With the ultimate dream of Star Wars fans now apparently being realized in just a couple years’ time, we can find ourselves shifting away from conversations centered around whether or not we think there will be more stories, and focus on what we, as fans, believe those stories should be. When you throw in a title like Star Wars Episode VII, there are a number of things that definitely come to mind, along with a sizable amount of expectation.

Since modern movie audiences have had the luxury of seeing at least one advancement in Star Wars with the prequels, the excitement could be tempered on a superficial level. Then, when looking at the specifics, it’s hard not to automatically get more excited because of the sheer talent, and even the released portions of the title. J.J. Abrams, one of the most sought after creative talents of the modern era, is directing. Michael Arndt, Oscar nominee for Toy Story 3 and winner for Little Miss Sunshine writing the screenplay. Empire Strikes Back screenwriter Lawrence Kasdan serving as an in-depth creative consultant.

What could possibly be missing? I’ll tell you what: the three most important characters to the original Star Wars Trilogy: Luke Skywalker, Han Solo, and Princess Leia. Would you believe it if I told you that in certain conversations, I’ve had some fans tell me that their inclusion is a terrible idea? Not “bad,” not “mediocre,” actually the word “terrible.” I did a double take on the spot, because I was simply not expecting a reaction like that.

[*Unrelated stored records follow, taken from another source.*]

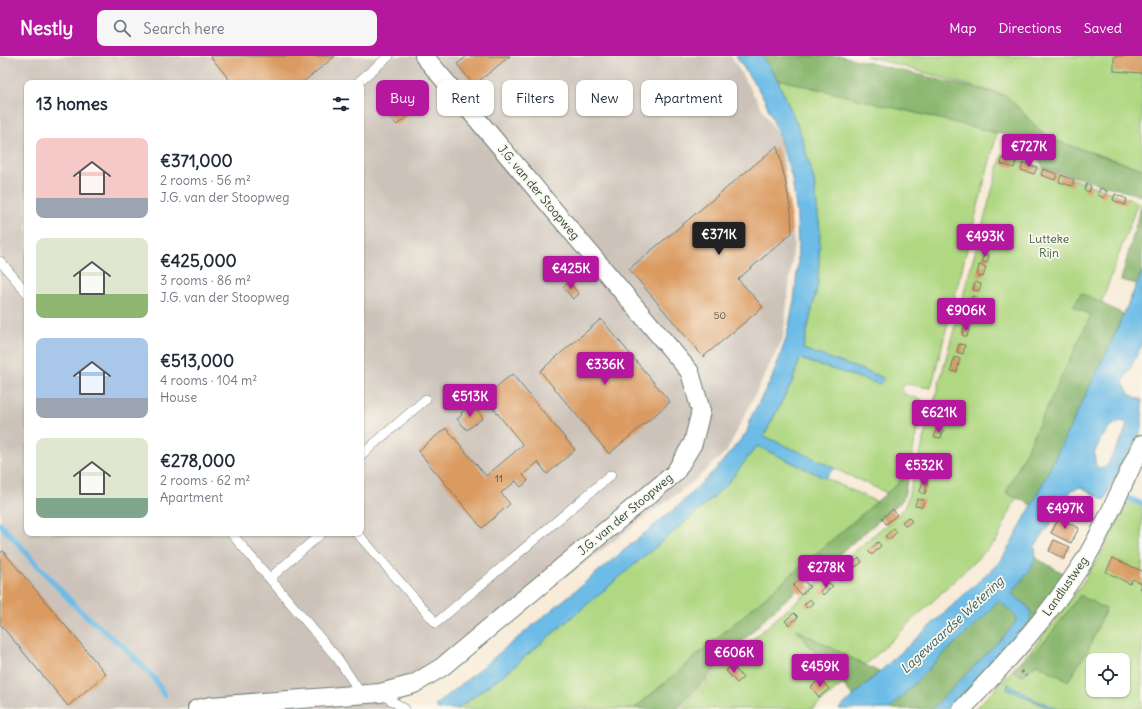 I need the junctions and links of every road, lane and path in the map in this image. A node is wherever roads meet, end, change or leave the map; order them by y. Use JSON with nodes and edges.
{"nodes":[{"id":1,"x":389,"y":56,"type":"edge"},
{"id":2,"x":424,"y":56,"type":"edge"},
{"id":3,"x":361,"y":80,"type":"edge"},
{"id":4,"x":0,"y":261,"type":"edge"},
{"id":5,"x":24,"y":289,"type":"edge"},
{"id":6,"x":426,"y":400,"type":"dead end"},
{"id":7,"x":1142,"y":444,"type":"edge"},
{"id":8,"x":364,"y":452,"type":"edge"},
{"id":9,"x":611,"y":475,"type":"dead end"},
{"id":10,"x":234,"y":536,"type":"edge"},
{"id":11,"x":319,"y":536,"type":"edge"},
{"id":12,"x":360,"y":536,"type":"edge"},
{"id":13,"x":270,"y":578,"type":"junction"},
{"id":14,"x":380,"y":693,"type":"junction"},
{"id":15,"x":362,"y":695,"type":"junction"},
{"id":16,"x":197,"y":709,"type":"edge"},
{"id":17,"x":405,"y":709,"type":"edge"},
{"id":18,"x":962,"y":709,"type":"edge"}],
"edges":[{"from":1,"to":3,"type":"lane"},
{"from":2,"to":14,"type":"street","name":"J.G. van der Stoopweg"},
{"from":4,"to":5,"type":"lane"},
{"from":6,"to":8,"type":"lane"},
{"from":7,"to":18,"type":"street","name":"Landlustweg"},
{"from":9,"to":12,"type":"lane"},
{"from":10,"to":13,"type":"lane"},
{"from":11,"to":13,"type":"lane"},
{"from":13,"to":15,"type":"lane"},
{"from":14,"to":15,"type":"street","name":"J.G. van der Stoopweg"},
{"from":14,"to":17,"type":"lane"},
{"from":15,"to":16,"type":"street","name":"J.G. van der Stoopweg"}]} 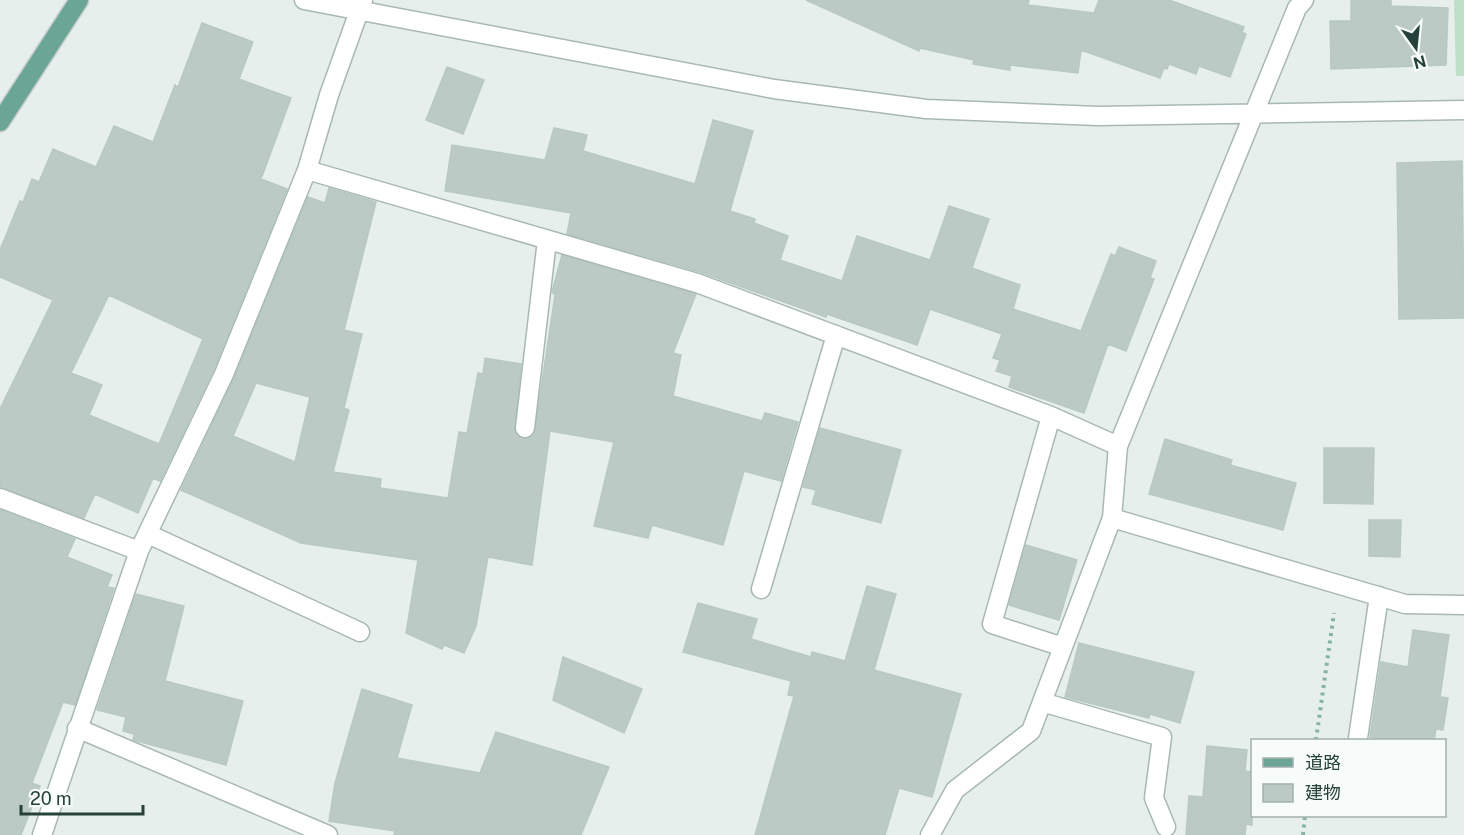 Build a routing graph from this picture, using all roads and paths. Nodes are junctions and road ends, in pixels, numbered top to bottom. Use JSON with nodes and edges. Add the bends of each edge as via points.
{"nodes":[{"id":1,"x":79,"y":0,"type":"edge"},
{"id":2,"x":304,"y":0,"type":"edge"},
{"id":3,"x":1304,"y":0,"type":"edge"},
{"id":4,"x":361,"y":5,"type":"edge"},
{"id":5,"x":1464,"y":110,"type":"edge"},
{"id":6,"x":1254,"y":114,"type":"junction"},
{"id":7,"x":0,"y":122,"type":"edge"},
{"id":8,"x":307,"y":170,"type":"junction"},
{"id":9,"x":547,"y":240,"type":"junction"},
{"id":10,"x":836,"y":335,"type":"junction"},
{"id":11,"x":1051,"y":416,"type":"junction"},
{"id":12,"x":525,"y":428,"type":"dead end"},
{"id":13,"x":1118,"y":446,"type":"junction"},
{"id":14,"x":0,"y":498,"type":"edge"},
{"id":15,"x":1112,"y":518,"type":"junction"},
{"id":16,"x":147,"y":534,"type":"junction"},
{"id":17,"x":140,"y":551,"type":"junction"},
{"id":18,"x":1338,"y":584,"type":"junction"},
{"id":19,"x":761,"y":589,"type":"dead end"},
{"id":20,"x":1379,"y":596,"type":"junction"},
{"id":21,"x":1464,"y":605,"type":"edge"},
{"id":22,"x":360,"y":632,"type":"dead end"},
{"id":23,"x":1063,"y":648,"type":"junction"},
{"id":24,"x":1042,"y":702,"type":"junction"},
{"id":25,"x":77,"y":728,"type":"junction"},
{"id":26,"x":1358,"y":738,"type":"dead end"},
{"id":27,"x":1316,"y":739,"type":"edge"},
{"id":28,"x":1305,"y":817,"type":"edge"},
{"id":29,"x":1166,"y":827,"type":"dead end"},
{"id":30,"x":42,"y":835,"type":"edge"},
{"id":31,"x":328,"y":835,"type":"edge"},
{"id":32,"x":930,"y":835,"type":"edge"},
{"id":33,"x":1303,"y":835,"type":"edge"}],
"edges":[{"from":1,"to":7,"type":"main road"},
{"from":2,"to":4,"type":"street"},
{"from":3,"to":6,"type":"street","via":[[1297,8]]},
{"from":4,"to":6,"type":"street","via":[[774,89],[927,109],[1098,116]]},
{"from":4,"to":8,"type":"street"},
{"from":5,"to":6,"type":"street"},
{"from":6,"to":13,"type":"street"},
{"from":8,"to":9,"type":"street"},
{"from":8,"to":16,"type":"street","via":[[224,374]]},
{"from":9,"to":10,"type":"street","via":[[697,283]]},
{"from":9,"to":12,"type":"street"},
{"from":10,"to":11,"type":"street"},
{"from":10,"to":19,"type":"street"},
{"from":11,"to":13,"type":"street"},
{"from":11,"to":23,"type":"street","via":[[992,624]]},
{"from":13,"to":15,"type":"street"},
{"from":14,"to":17,"type":"street"},
{"from":15,"to":18,"type":"street"},
{"from":15,"to":23,"type":"street"},
{"from":16,"to":17,"type":"street"},
{"from":16,"to":22,"type":"street"},
{"from":17,"to":25,"type":"street"},
{"from":18,"to":20,"type":"street"},
{"from":18,"to":27,"type":"path"},
{"from":20,"to":21,"type":"street","via":[[1405,604]]},
{"from":20,"to":26,"type":"street"},
{"from":23,"to":24,"type":"street"},
{"from":24,"to":29,"type":"street","via":[[1162,737],[1154,798]]},
{"from":24,"to":32,"type":"street","via":[[1031,731],[955,790]]},
{"from":25,"to":30,"type":"street"},
{"from":25,"to":31,"type":"street"},
{"from":28,"to":33,"type":"path"}]} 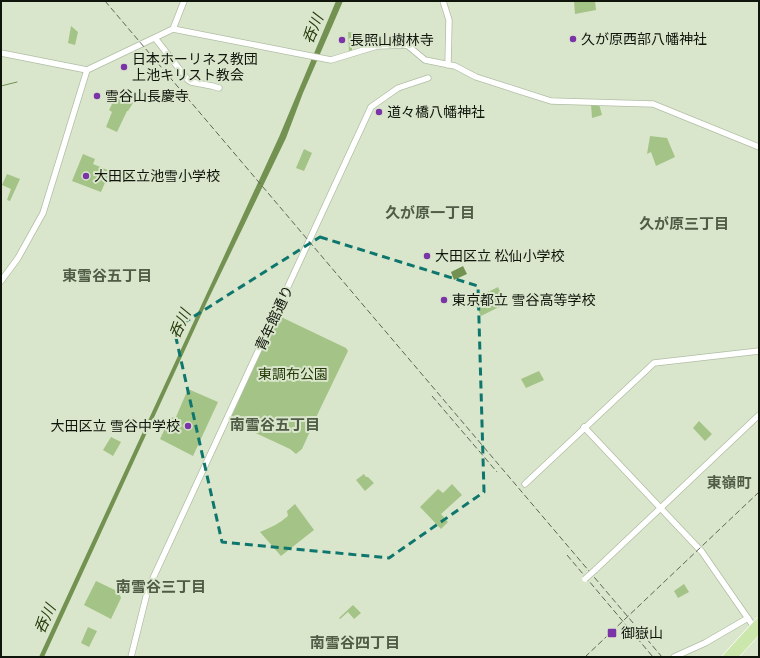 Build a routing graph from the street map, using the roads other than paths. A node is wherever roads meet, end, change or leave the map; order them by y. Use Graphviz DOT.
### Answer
graph roads {
  1 [pos="184,1"];
  2 [pos="443,1"];
  3 [pos="173,29"];
  4 [pos="155,38"];
  5 [pos="1,53"];
  6 [pos="448,65"];
  7 [pos="87,70"];
  8 [pos="428,78"];
  9 [pos="219,88"];
  10 [pos="759,146"];
  11 [pos="1,281"];
  12 [pos="759,351"];
  13 [pos="759,415"];
  14 [pos="584,427"];
  15 [pos="525,484"];
  16 [pos="661,508"];
  17 [pos="585,579"];
  18 [pos="748,618"];
  19 [pos="758,629"];
  20 [pos="130,657"];
  21 [pos="674,657"];
  22 [pos="726,657"];
  23 [pos="734,657"];
  1 -- 3 [label="street"];
  2 -- 6 [label="street"];
  3 -- 4 [label="street"];
  3 -- 6 [label="street"];
  4 -- 7 [label="street"];
  4 -- 9 [label="street"];
  5 -- 7 [label="street"];
  6 -- 10 [label="street"];
  7 -- 11 [label="street"];
  8 -- 20 [label="street, 青年館通り"];
  12 -- 14 [label="street"];
  13 -- 16 [label="street"];
  14 -- 15 [label="street"];
  14 -- 16 [label="street"];
  16 -- 17 [label="street, bridge"];
  16 -- 18 [label="street"];
  18 -- 19 [label="street"];
  18 -- 21 [label="street"];
  19 -- 22 [label="main road"];
  19 -- 23 [label="main road"];
} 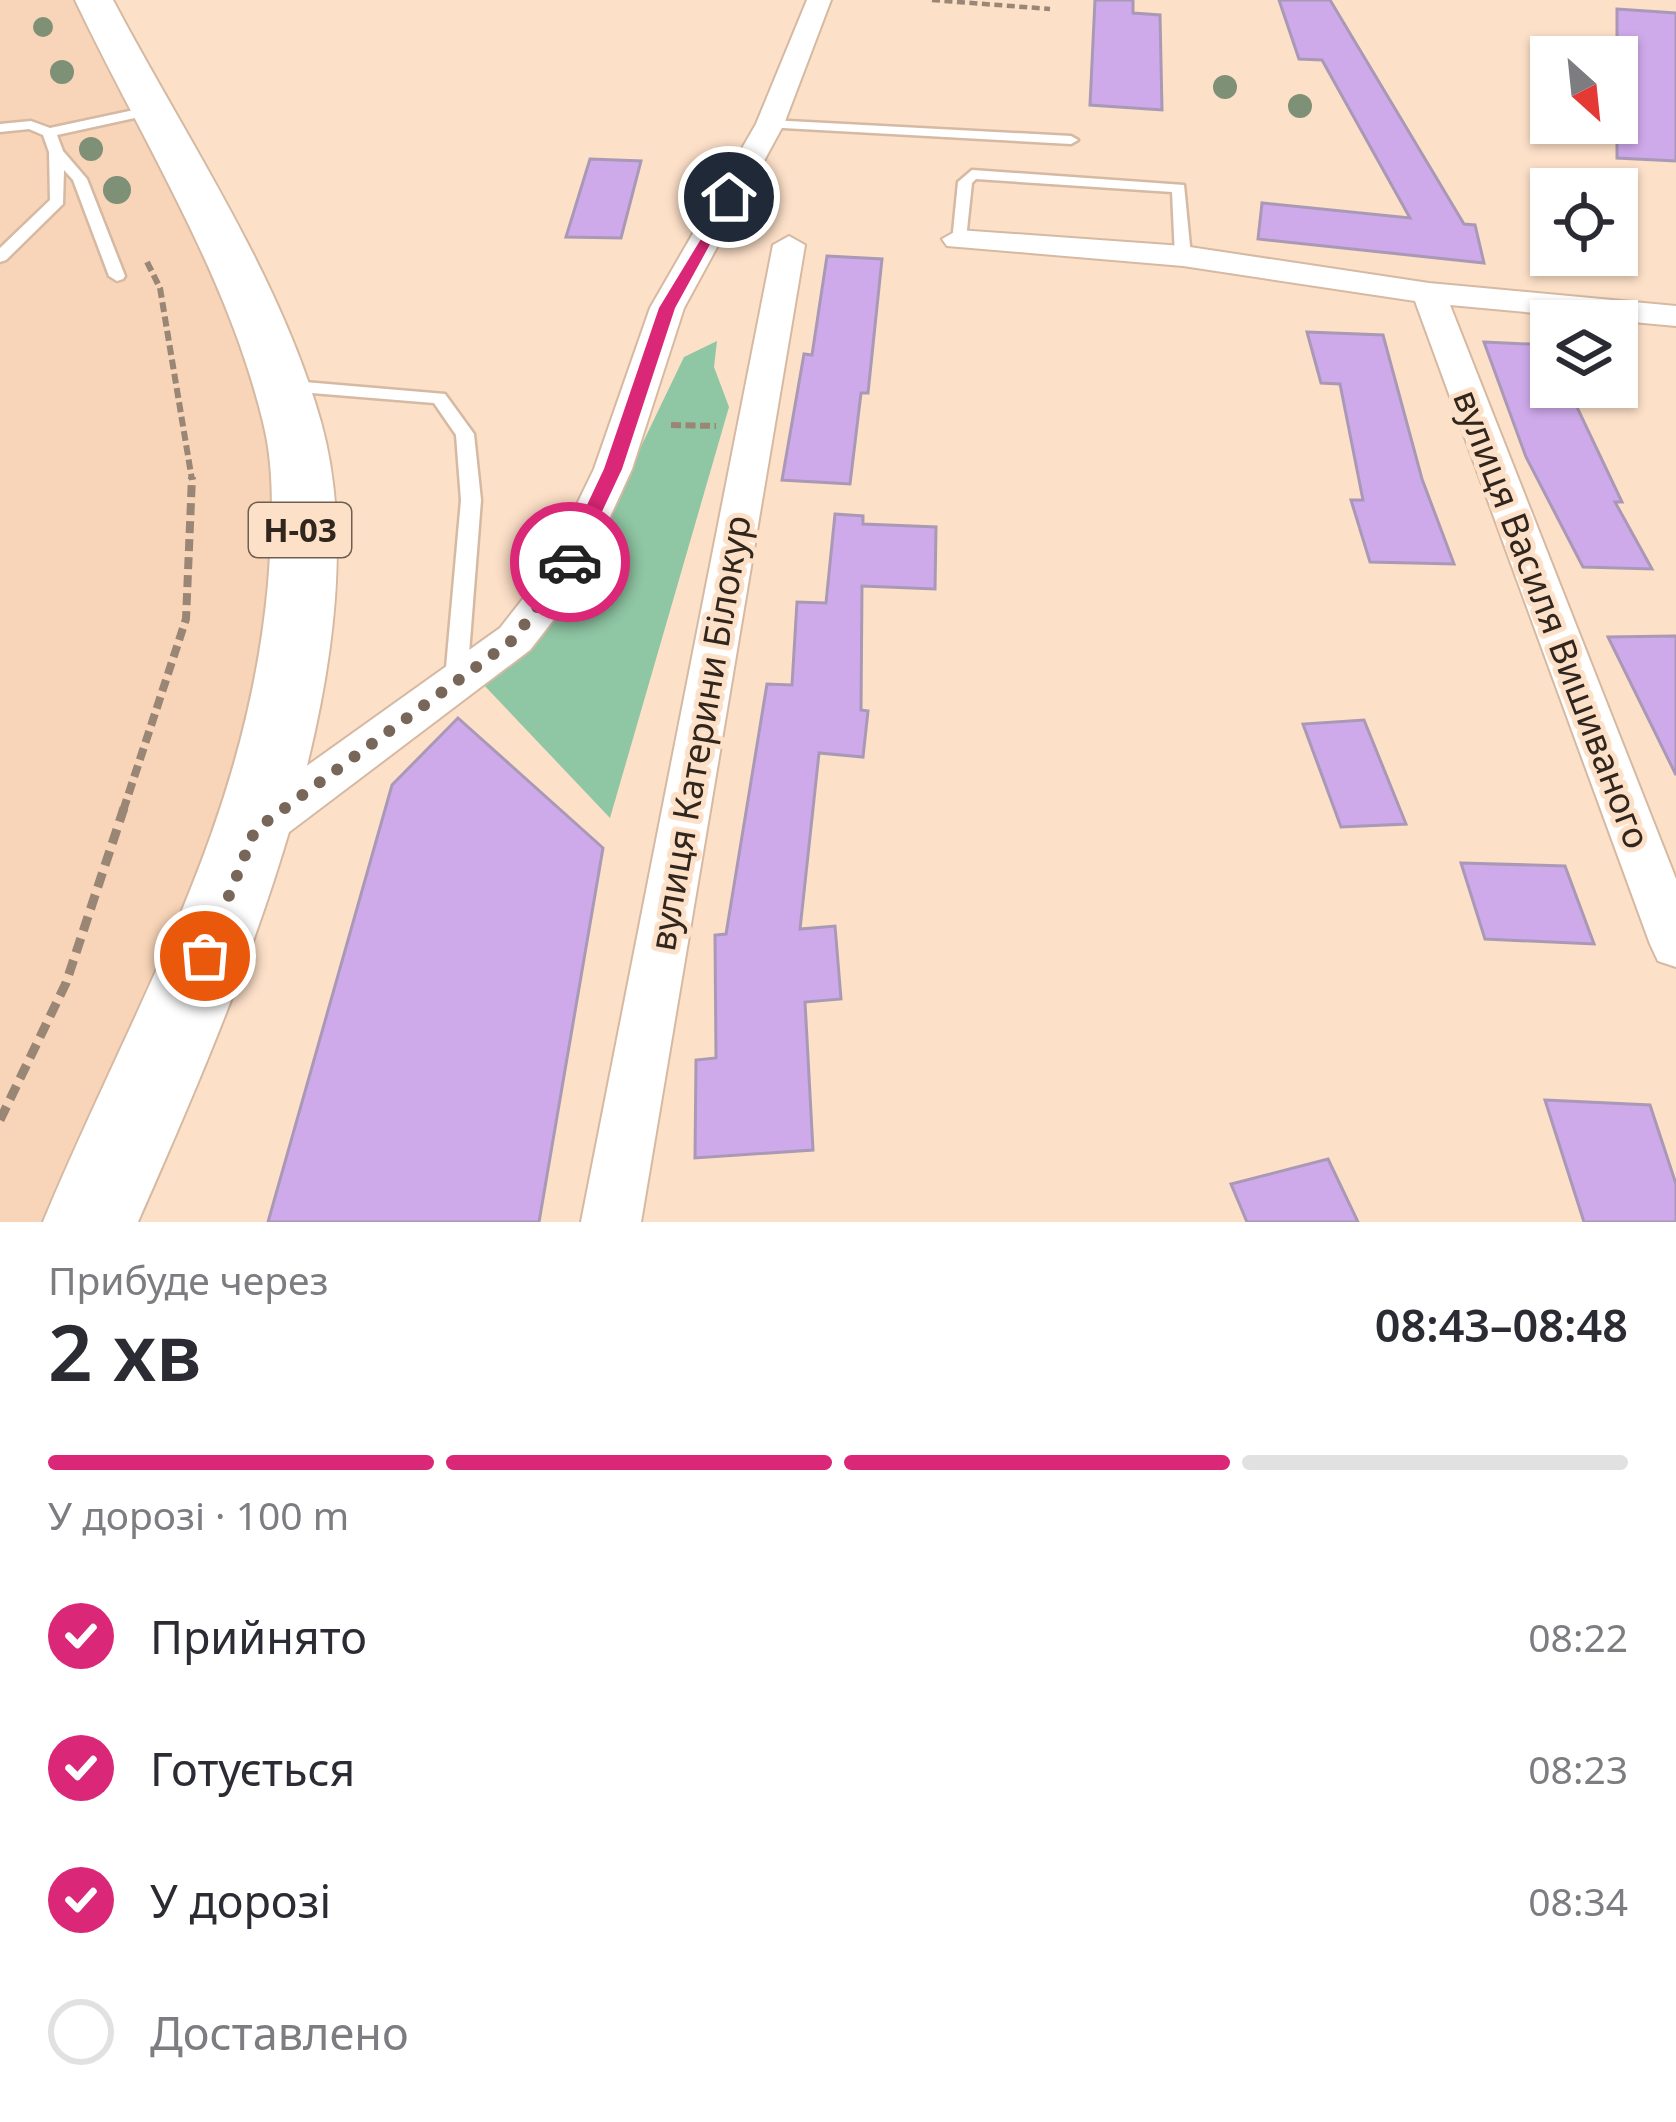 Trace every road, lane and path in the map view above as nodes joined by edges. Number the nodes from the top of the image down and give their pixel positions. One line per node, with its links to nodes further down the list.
1 (94, 0): 5 (main road, Н-03)
2 (819, 0): 6 (street)
3 (932, 0): 4 (path)
4 (1050, 9)
5 (148, 111): 8 (lane); 19 (main road, Н-03)
6 (770, 124): 9 (lane); 20 (street)
7 (0, 128): 8 (lane)
8 (49, 133): 10 (lane)
9 (1071, 140)
10 (56, 152): 15 (lane); 16 (lane)
11 (958, 239): 14 (street); 14 (lane)
12 (789, 245): 21 (street, вулиця Катерини Білокур)
13 (140, 248): 25 (path)
14 (1183, 256): 17 (street)
15 (0, 257)
16 (117, 275)
17 (1429, 293): 18 (street); 24 (street, вулиця Василя Вишиваного)
18 (1676, 316)
19 (278, 386): 22 (lane); 23 (main road, Н-03)
20 (628, 426): 21 (path); 22 (street)
21 (756, 428): 27 (street, вулиця Катерини Білокур)
22 (455, 680): 23 (street)
23 (255, 830): 26 (main road, Н-03)
24 (1676, 944)
25 (0, 1120)
26 (90, 1222)
27 (611, 1222)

Sci-fi and genre fans kind of have an ambivalent reaction to recastings and expansions. We’ve seen great examples (Battlestar GalacticaStar Trek: The Next Generation) and not so great examples (the Lost in Space movie from the ’90s, or 2007’s attempt at Flash Gordon). Mostly, though, fans have a degree of affection for the characters that inspired their love of a franchise in the first place. In relation to Star Wars, you’d think that would be exponentially increased

Thinking this was some freakish isolated incident, I spoke to a few other people at my main place of employment: a comic book store. Generally a reasonable gauge of where other fans stand in a multitude of different genres and franchises, I was absolutely shocked that a few of my own customers shared this opinion. After the shock dwindled and the fanboy rage subsided, I decided to see if I’d be able to share my rationale for why Episode VII would benefit from the presence of Luke, Han, and Leia, and in fact needs them to be played by their original actors.

You see, when expanding the story of any even remotely loved fictional story with new characters, it always helps to have the original crew to “pass the baton.” On the other side of the sci-fi fence in the Star Trek universe, they used this tactic a lot: Dr. McCoy appeared in the first episode of The Next Generation, Captain Picard in the first episode of Deep Space Nine, Quark and the Deep Space Nine station itself in the first episode of Voyager, and James Cromwell reprising his role as Zefram Cochrane from the popular First Contact film in the first episode of Enterprise. In that example alone, connectivity to what came before always helps establish that the rules and possibilities of this world may be familiar, but we’re charting ahead into new territory.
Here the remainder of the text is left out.